_Source information:_

◆ ◆ ◆ ◆

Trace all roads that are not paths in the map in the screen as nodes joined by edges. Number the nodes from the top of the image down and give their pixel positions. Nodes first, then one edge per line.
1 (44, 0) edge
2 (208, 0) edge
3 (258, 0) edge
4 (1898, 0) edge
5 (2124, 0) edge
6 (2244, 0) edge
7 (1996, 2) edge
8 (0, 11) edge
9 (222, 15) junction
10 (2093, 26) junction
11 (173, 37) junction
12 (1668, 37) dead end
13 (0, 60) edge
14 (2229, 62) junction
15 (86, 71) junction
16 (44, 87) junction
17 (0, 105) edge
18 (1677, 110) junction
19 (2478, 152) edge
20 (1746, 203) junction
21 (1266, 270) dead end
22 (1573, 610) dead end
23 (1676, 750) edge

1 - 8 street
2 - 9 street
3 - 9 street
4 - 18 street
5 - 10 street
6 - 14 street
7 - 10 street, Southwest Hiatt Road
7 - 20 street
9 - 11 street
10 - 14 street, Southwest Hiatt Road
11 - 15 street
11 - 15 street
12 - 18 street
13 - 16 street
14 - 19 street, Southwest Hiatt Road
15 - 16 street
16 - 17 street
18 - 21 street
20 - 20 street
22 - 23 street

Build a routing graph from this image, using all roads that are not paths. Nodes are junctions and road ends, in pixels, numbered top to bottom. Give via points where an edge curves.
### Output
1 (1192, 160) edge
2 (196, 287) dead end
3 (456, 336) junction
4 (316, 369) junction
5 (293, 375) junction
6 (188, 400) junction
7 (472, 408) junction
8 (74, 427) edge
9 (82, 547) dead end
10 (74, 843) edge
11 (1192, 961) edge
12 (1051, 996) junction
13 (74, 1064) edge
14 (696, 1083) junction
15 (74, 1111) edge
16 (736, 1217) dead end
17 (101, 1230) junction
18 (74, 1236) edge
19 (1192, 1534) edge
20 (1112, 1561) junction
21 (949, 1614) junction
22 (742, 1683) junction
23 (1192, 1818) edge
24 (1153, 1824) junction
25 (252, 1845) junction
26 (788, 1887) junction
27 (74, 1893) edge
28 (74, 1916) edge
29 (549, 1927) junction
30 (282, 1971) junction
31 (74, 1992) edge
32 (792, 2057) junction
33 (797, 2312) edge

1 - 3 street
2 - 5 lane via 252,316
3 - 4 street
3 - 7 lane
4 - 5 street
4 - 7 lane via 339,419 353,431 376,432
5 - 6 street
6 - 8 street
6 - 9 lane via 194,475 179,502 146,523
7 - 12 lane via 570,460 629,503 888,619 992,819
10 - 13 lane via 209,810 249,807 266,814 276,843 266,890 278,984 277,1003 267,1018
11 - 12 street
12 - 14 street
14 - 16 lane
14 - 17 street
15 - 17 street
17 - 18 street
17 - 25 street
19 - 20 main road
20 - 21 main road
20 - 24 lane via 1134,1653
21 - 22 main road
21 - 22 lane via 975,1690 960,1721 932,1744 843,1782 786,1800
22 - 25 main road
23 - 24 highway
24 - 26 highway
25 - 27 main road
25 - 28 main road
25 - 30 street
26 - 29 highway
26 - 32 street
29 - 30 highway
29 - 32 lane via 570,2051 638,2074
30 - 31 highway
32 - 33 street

◆ ◆ ◆ ◆

_Assignment:_ Repeat the data in its entirety, character for character.

_Your response:_
Trace all roads that are not paths in the map in the screen as nodes joined by edges. Number the nodes from the top of the image down and give their pixel positions. Nodes first, then one edge per line.
1 (44, 0) edge
2 (208, 0) edge
3 (258, 0) edge
4 (1898, 0) edge
5 (2124, 0) edge
6 (2244, 0) edge
7 (1996, 2) edge
8 (0, 11) edge
9 (222, 15) junction
10 (2093, 26) junction
11 (173, 37) junction
12 (1668, 37) dead end
13 (0, 60) edge
14 (2229, 62) junction
15 (86, 71) junction
16 (44, 87) junction
17 (0, 105) edge
18 (1677, 110) junction
19 (2478, 152) edge
20 (1746, 203) junction
21 (1266, 270) dead end
22 (1573, 610) dead end
23 (1676, 750) edge

1 - 8 street
2 - 9 street
3 - 9 street
4 - 18 street
5 - 10 street
6 - 14 street
7 - 10 street, Southwest Hiatt Road
7 - 20 street
9 - 11 street
10 - 14 street, Southwest Hiatt Road
11 - 15 street
11 - 15 street
12 - 18 street
13 - 16 street
14 - 19 street, Southwest Hiatt Road
15 - 16 street
16 - 17 street
18 - 21 street
20 - 20 street
22 - 23 street

Build a routing graph from this image, using all roads that are not paths. Nodes are junctions and road ends, in pixels, numbered top to bottom. Give via points where an edge curves.
### Output
1 (1192, 160) edge
2 (196, 287) dead end
3 (456, 336) junction
4 (316, 369) junction
5 (293, 375) junction
6 (188, 400) junction
7 (472, 408) junction
8 (74, 427) edge
9 (82, 547) dead end
10 (74, 843) edge
11 (1192, 961) edge
12 (1051, 996) junction
13 (74, 1064) edge
14 (696, 1083) junction
15 (74, 1111) edge
16 (736, 1217) dead end
17 (101, 1230) junction
18 (74, 1236) edge
19 (1192, 1534) edge
20 (1112, 1561) junction
21 (949, 1614) junction
22 (742, 1683) junction
23 (1192, 1818) edge
24 (1153, 1824) junction
25 (252, 1845) junction
26 (788, 1887) junction
27 (74, 1893) edge
28 (74, 1916) edge
29 (549, 1927) junction
30 (282, 1971) junction
31 (74, 1992) edge
32 (792, 2057) junction
33 (797, 2312) edge

1 - 3 street
2 - 5 lane via 252,316
3 - 4 street
3 - 7 lane
4 - 5 street
4 - 7 lane via 339,419 353,431 376,432
5 - 6 street
6 - 8 street
6 - 9 lane via 194,475 179,502 146,523
7 - 12 lane via 570,460 629,503 888,619 992,819
10 - 13 lane via 209,810 249,807 266,814 276,843 266,890 278,984 277,1003 267,1018
11 - 12 street
12 - 14 street
14 - 16 lane
14 - 17 street
15 - 17 street
17 - 18 street
17 - 25 street
19 - 20 main road
20 - 21 main road
20 - 24 lane via 1134,1653
21 - 22 main road
21 - 22 lane via 975,1690 960,1721 932,1744 843,1782 786,1800
22 - 25 main road
23 - 24 highway
24 - 26 highway
25 - 27 main road
25 - 28 main road
25 - 30 street
26 - 29 highway
26 - 32 street
29 - 30 highway
29 - 32 lane via 570,2051 638,2074
30 - 31 highway
32 - 33 street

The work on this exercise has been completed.